Bismillah.
*warning* another selftalk
Aku pernah ditanya, "Kamu di teater, apa peranmu? Pilih 2 jawaban." Aku lupa sebenarnya ada berapa pilihan, yang kuingat cuma dua, dua yang kupilih. Pertama penulis skrip, yang kedua sutradara. Oh, sekarang aku ingat haha, *the magic of memory, Alhamdulillah Allah karuaniakan kita otak yang berkali-kali lipat lebih canggih dari mesin pencari google. haha. Anyway, dua pilihan lainnya adalah aktor pemain, dan penonton.
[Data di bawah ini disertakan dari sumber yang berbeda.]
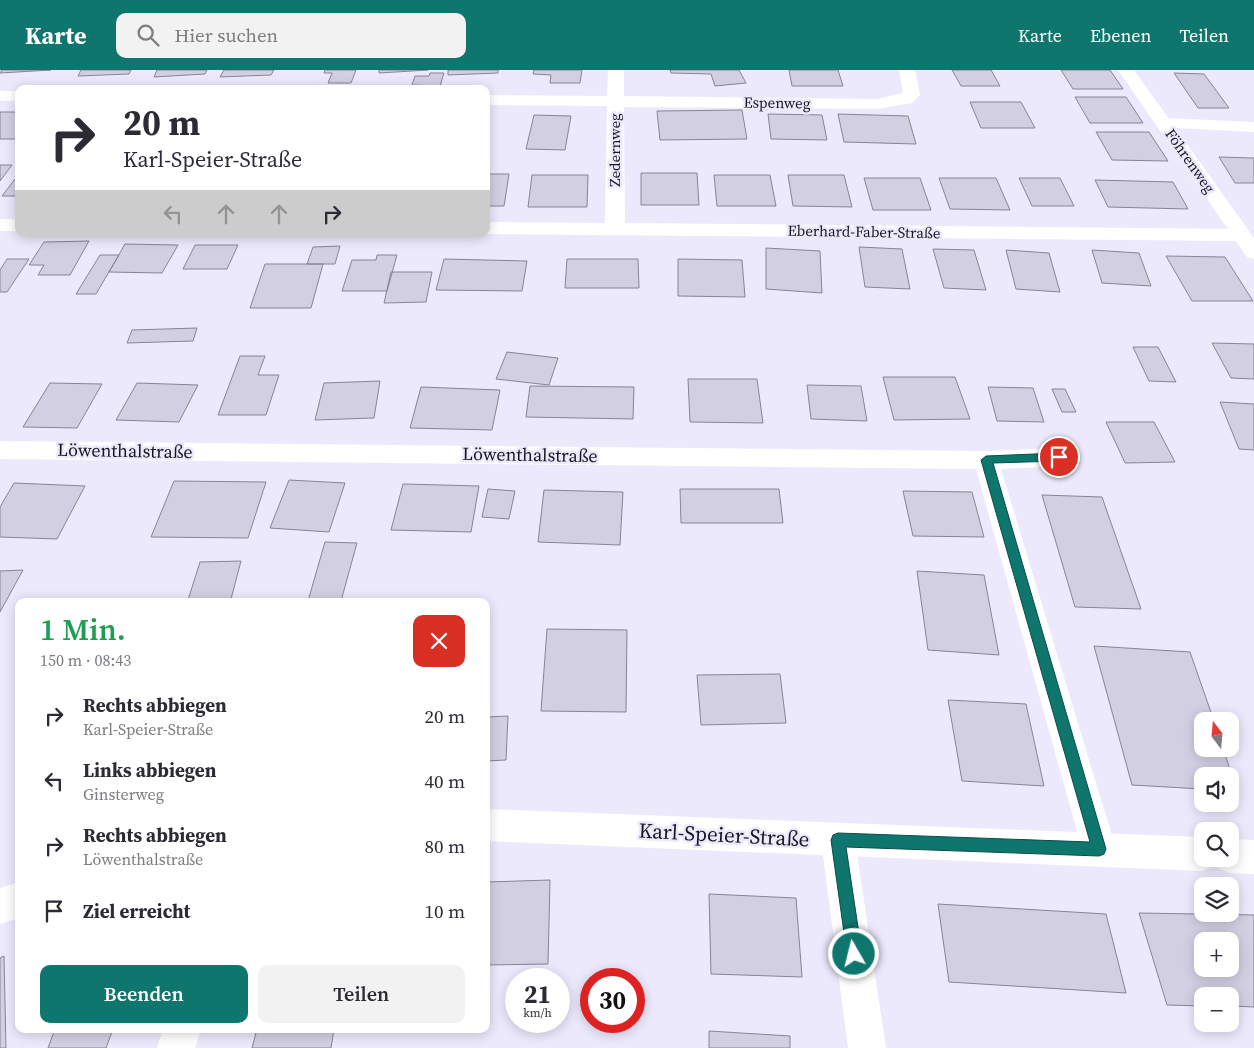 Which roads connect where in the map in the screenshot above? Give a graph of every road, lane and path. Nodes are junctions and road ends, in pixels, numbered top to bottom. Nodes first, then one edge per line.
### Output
1 (616, 70) edge
2 (907, 70) edge
3 (1126, 70) edge
4 (0, 96) edge
5 (15, 96) edge
6 (490, 100) edge
7 (615, 101) junction
8 (1164, 123) junction
9 (1254, 127) edge
10 (0, 224) edge
11 (15, 225) edge
12 (490, 228) edge
13 (615, 230) junction
14 (1242, 235) junction
15 (1254, 253) edge
16 (0, 450) edge
17 (1059, 457) dead end
18 (986, 460) junction
19 (490, 825) edge
20 (838, 840) junction
21 (1099, 849) junction
22 (1194, 854) edge
23 (1239, 856) edge
24 (1254, 857) edge
25 (15, 901) edge
26 (0, 906) edge
27 (181, 1033) edge
28 (176, 1048) edge
29 (867, 1048) edge

1 - 7 street, Zedernweg
2 - 7 street, Espenweg
3 - 8 street, Föhrenweg
4 - 5 street
6 - 7 street
7 - 13 street, Zedernweg
8 - 9 street
8 - 14 street, Föhrenweg
10 - 11 street
12 - 13 street, Eberhard-Faber-Straße
13 - 14 street, Eberhard-Faber-Straße
14 - 15 street, Föhrenweg
16 - 18 street, Löwenthalstraße
17 - 18 street, Löwenthalstraße
18 - 21 street
19 - 20 street, Karl-Speier-Straße
20 - 21 street, Karl-Speier-Straße
20 - 29 street
21 - 22 street, Karl-Speier-Straße
23 - 24 street
25 - 26 street
27 - 28 street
Selesai agenda tanya jawab itu, aku sempat dijelaskan singkat, bahwa pertanyaan psikologi itu untuk mengetahui peran yang pas untukmu di sebuah acara/organisasi. Apakah menjadi orang yang di depan layar, atau di balik layar. Sayangnya, aku gak sempat tanya detail tiap pilihan. Mungkin kalau ada yang penasaran bisa googling haha.
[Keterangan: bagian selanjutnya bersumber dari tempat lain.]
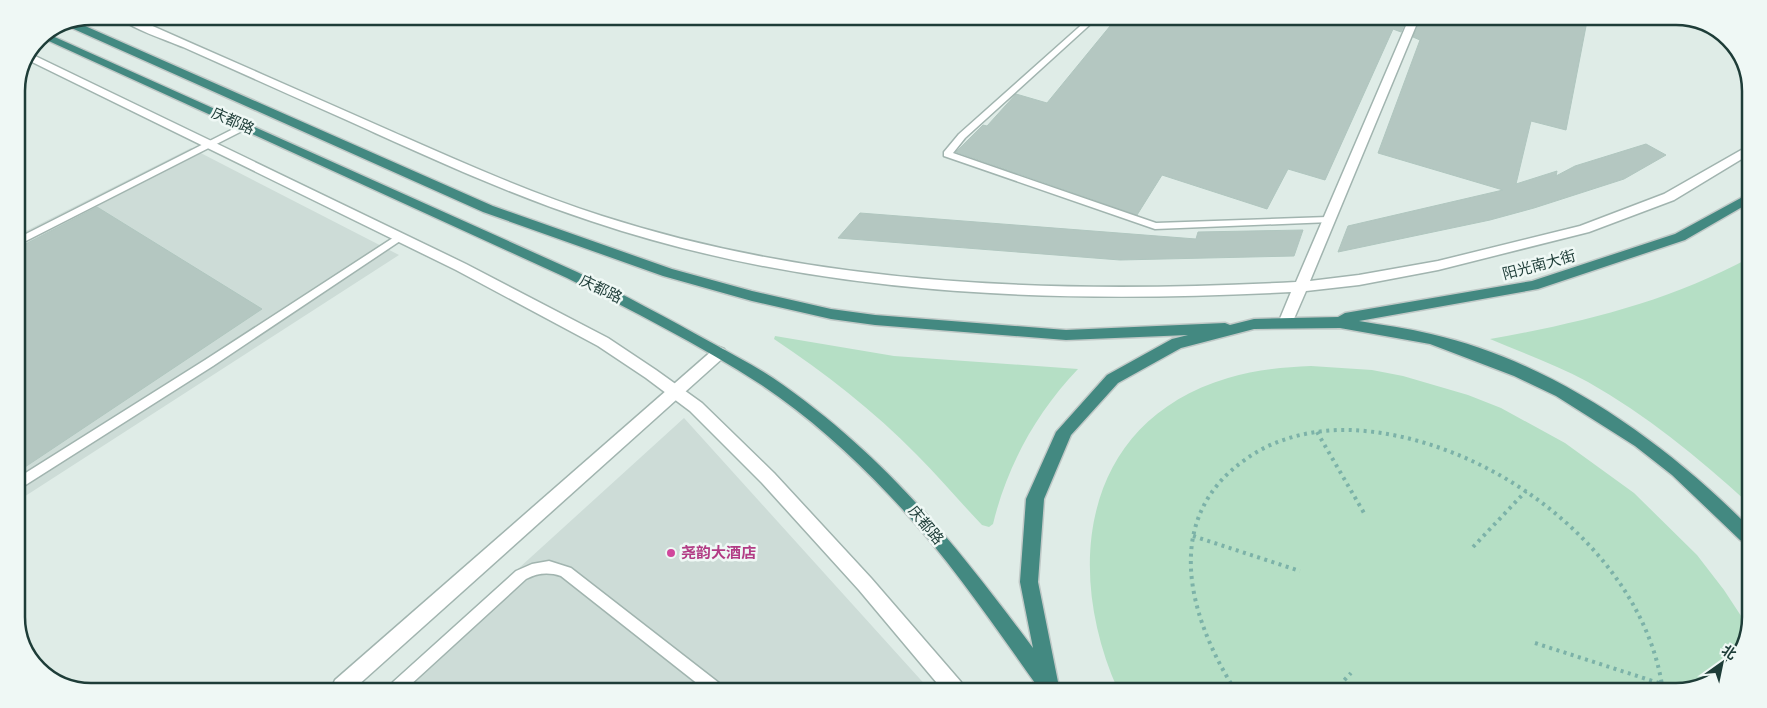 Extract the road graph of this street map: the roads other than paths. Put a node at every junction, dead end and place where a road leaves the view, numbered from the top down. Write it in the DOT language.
graph roads {
  1 [pos="142,25"];
  2 [pos="1085,25"];
  3 [pos="1411,25"];
  4 [pos="77,26"];
  5 [pos="50,39"];
  6 [pos="34,59"];
  7 [pos="245,126"];
  8 [pos="209,144"];
  9 [pos="1742,154"];
  10 [pos="1742,202"];
  11 [pos="1328,220"];
  12 [pos="399,237"];
  13 [pos="25,239"];
  14 [pos="1301,286"];
  15 [pos="1286,321"];
  16 [pos="1323,321"];
  17 [pos="1225,328"];
  18 [pos="719,353"];
  19 [pos="675,392"];
  20 [pos="25,480"];
  21 [pos="1742,531"];
  22 [pos="347,683"];
  23 [pos="402,683"];
  24 [pos="708,683"];
  25 [pos="949,683"];
  26 [pos="1047,683"];
  27 [pos="1050,683"];
  1 -- 14 [label="street"];
  2 -- 11 [label="lane"];
  3 -- 11 [label="street"];
  4 -- 17 [label="highway, 庆都路"];
  5 -- 7 [label="highway, 庆都路"];
  6 -- 8 [label="street"];
  7 -- 8 [label="lane"];
  7 -- 18 [label="highway, 庆都路"];
  8 -- 12 [label="street"];
  8 -- 13 [label="lane"];
  9 -- 14 [label="street"];
  10 -- 16 [label="highway, 阳光南大街"];
  11 -- 14 [label="street"];
  12 -- 19 [label="street"];
  12 -- 20 [label="lane"];
  14 -- 15 [label="street"];
  15 -- 16 [label="highway"];
  15 -- 17 [label="highway"];
  16 -- 21 [label="highway"];
  17 -- 27 [label="highway"];
  18 -- 19 [label="street"];
  18 -- 26 [label="highway, 庆都路"];
  19 -- 22 [label="street"];
  19 -- 25 [label="street"];
  23 -- 24 [label="lane"];
}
Aku bukan mau menulis tentang itu. Aku mau nulis tentang ketidaknyamananku saat peran yang kukira ada di balik layar, ternyata mengharuskanku berada di depan layar meski cuma sebentar. Tetap saja, somehow, in someway, it hurts me.
Entah mengapa, sejak dulu, aku selalu lebih nyaman berada di balik layar, atau kalau dulu aku menyebutnya dengan frase "di balik hijab". Aku ingin bekerja tanpa perhatian banyak orang. Aku bisa maju ke depan, tapi aku ingin "shalat di shaf terakhir". Aku bisa bersuara lantang, tapi aku ingin lebih banyak diam dan bekerja dengan tangan. Spotlight hampir selalu melukaiku, in some weird way that I cannot exactly define it.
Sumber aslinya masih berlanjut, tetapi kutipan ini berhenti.